Julius und Henry Barmat waren zwei weitere auf Schwanenwerder zugezogene Finanzjongleure, die mit Hilfe von korrupten Politikern in der Weimarer Zeit ihren Mischkonzern Amexima (Lebensmittel, Papier, Braunkohle, Eisen) solange mit Krediten aufblähten, bis er 1924 zusammenbrach. Zuletzt hatte die Reichspost ihnen zinslos 14 Mio. Mark und die Preußische Staatsbank 10 Mio. Mark ohne Sicherheiten geliehen, der Reichspostminister und sogar ein früherer Reichskanzler waren kompromittiert. Iwan Kutisker, der Barmat-Villennachbar in Schwanenwerder, hatte zur gleichen Zeit durch Beamtenbestechung ebenfalls von der Preußischen Staatsbank 14 Mio. Mark ungesicherten Kredit bekommen und war anschließend pleite gegangen.

"Eine Figur, als habe sie Balzac geschaffen: groß, schwerfällig, mit Bauch und Doppelkinn, feisten Backen, kleinen wachen und hellen Augen, darüber die hohe Stirn. Lebensgier, Genußsucht, Tatkraft, Abenteuer, Erfolge, Niederlage, Gefängnis, Flucht, steiler Aufstieg, Macht. Am Ende Lebensekel, Müdigkeit, das Bewußtsein, gescheitert zu sein." So schrieb die "Zeit" über einen weiteren Bewohner Schwanenwerders, der sich selbst "Parvus" (Der Kleine) nannte: Dr.Alexander Helpland, russischer Emigrant, Freund von Leo Trotzki, Theoretiker der deutschen Sozialdemokratie, Zeitungsverleger, Rüstungslieferant, Vertrauter von Friedrich Ebert, Philipp Scheidemann und Hugo Stinnes. Der Spiegel vermutete 2007 sogar, das deutsche Kaiserreich hätte mit Helplands Hilfe die russische Oktoberrevolution finanziert. Helpland war "Millionär und Weltrevolutionär", wie die "Zeit" titelt. Tatsächlich war er eine graue Eminenz mit widersprüchlichen Handlungen, vielen Verbindungen und undurchsichtigem Wirken.

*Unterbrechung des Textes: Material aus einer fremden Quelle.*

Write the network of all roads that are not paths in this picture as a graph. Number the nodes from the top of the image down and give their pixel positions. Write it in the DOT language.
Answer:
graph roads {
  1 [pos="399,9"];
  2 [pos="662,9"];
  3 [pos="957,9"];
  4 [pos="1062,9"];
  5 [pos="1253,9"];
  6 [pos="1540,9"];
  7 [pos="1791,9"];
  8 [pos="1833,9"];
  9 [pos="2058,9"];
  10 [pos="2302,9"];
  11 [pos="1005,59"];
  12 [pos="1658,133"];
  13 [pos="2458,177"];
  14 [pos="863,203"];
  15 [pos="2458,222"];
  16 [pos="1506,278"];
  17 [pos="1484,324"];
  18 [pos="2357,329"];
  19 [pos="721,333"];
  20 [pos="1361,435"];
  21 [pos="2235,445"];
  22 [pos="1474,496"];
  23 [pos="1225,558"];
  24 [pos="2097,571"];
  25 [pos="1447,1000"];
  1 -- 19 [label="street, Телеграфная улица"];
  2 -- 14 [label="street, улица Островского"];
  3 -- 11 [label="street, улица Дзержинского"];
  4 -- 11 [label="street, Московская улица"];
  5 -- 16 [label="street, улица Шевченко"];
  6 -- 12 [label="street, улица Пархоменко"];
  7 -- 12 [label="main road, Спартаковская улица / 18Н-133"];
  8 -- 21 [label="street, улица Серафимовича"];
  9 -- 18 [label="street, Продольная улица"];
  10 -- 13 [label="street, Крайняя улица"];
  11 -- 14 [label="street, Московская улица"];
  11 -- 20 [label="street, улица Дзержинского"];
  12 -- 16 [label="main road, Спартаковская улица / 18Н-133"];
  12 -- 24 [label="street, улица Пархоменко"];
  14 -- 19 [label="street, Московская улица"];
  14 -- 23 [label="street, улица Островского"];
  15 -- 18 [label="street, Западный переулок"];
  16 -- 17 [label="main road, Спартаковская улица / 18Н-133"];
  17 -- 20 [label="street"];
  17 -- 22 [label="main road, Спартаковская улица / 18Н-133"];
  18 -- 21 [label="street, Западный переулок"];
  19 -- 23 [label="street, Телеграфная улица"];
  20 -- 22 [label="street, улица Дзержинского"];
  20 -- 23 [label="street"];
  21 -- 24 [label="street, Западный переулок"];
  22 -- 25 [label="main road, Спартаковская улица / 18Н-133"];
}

Mit der Machtübernahme der Nazis 1933 begann die letzte Phase der gated community Schwanenwerder. Jüdische Einwohner wurden verdrängt, zu Notverkäufen gezwungen. An ihrer Stelle setzten sich Propagandaminister Goebbels, Hitlers Leibarzt, die "Reichsbräuteschule" und andere führende Nazis in die Anwesen. Über den Konflikt zwischen Goebbels und den Schauspieler Gustav Fröhlich über dessen Lebensgefährtin Lida Baarova hatte ich bereits berichtet (4). Goebbels war froh, als Fröhlich später sein Haus verkaufte und die Insel verließ.

Das Spiel "Monopoly" - eine Einübung in die kapitalistische Tugend, den Mitbewerber in die Insolvenz zu treiben - kam 1936 von Amerika nach Deutschland und machte prompt dem Propagandaminister Probleme. Die teuerste Straße lag im Spiel auf Schwanenwerder, damit hätte das Volk erfahren, wie luxuriös ihr Volksgenosse Goebbels lebte. Dies mag der Grund dafür gewesen sein, dass das Spiel von den Nazis wegen seines angeblich "jüdisch-spekulativen Charakters" verboten wurde (5).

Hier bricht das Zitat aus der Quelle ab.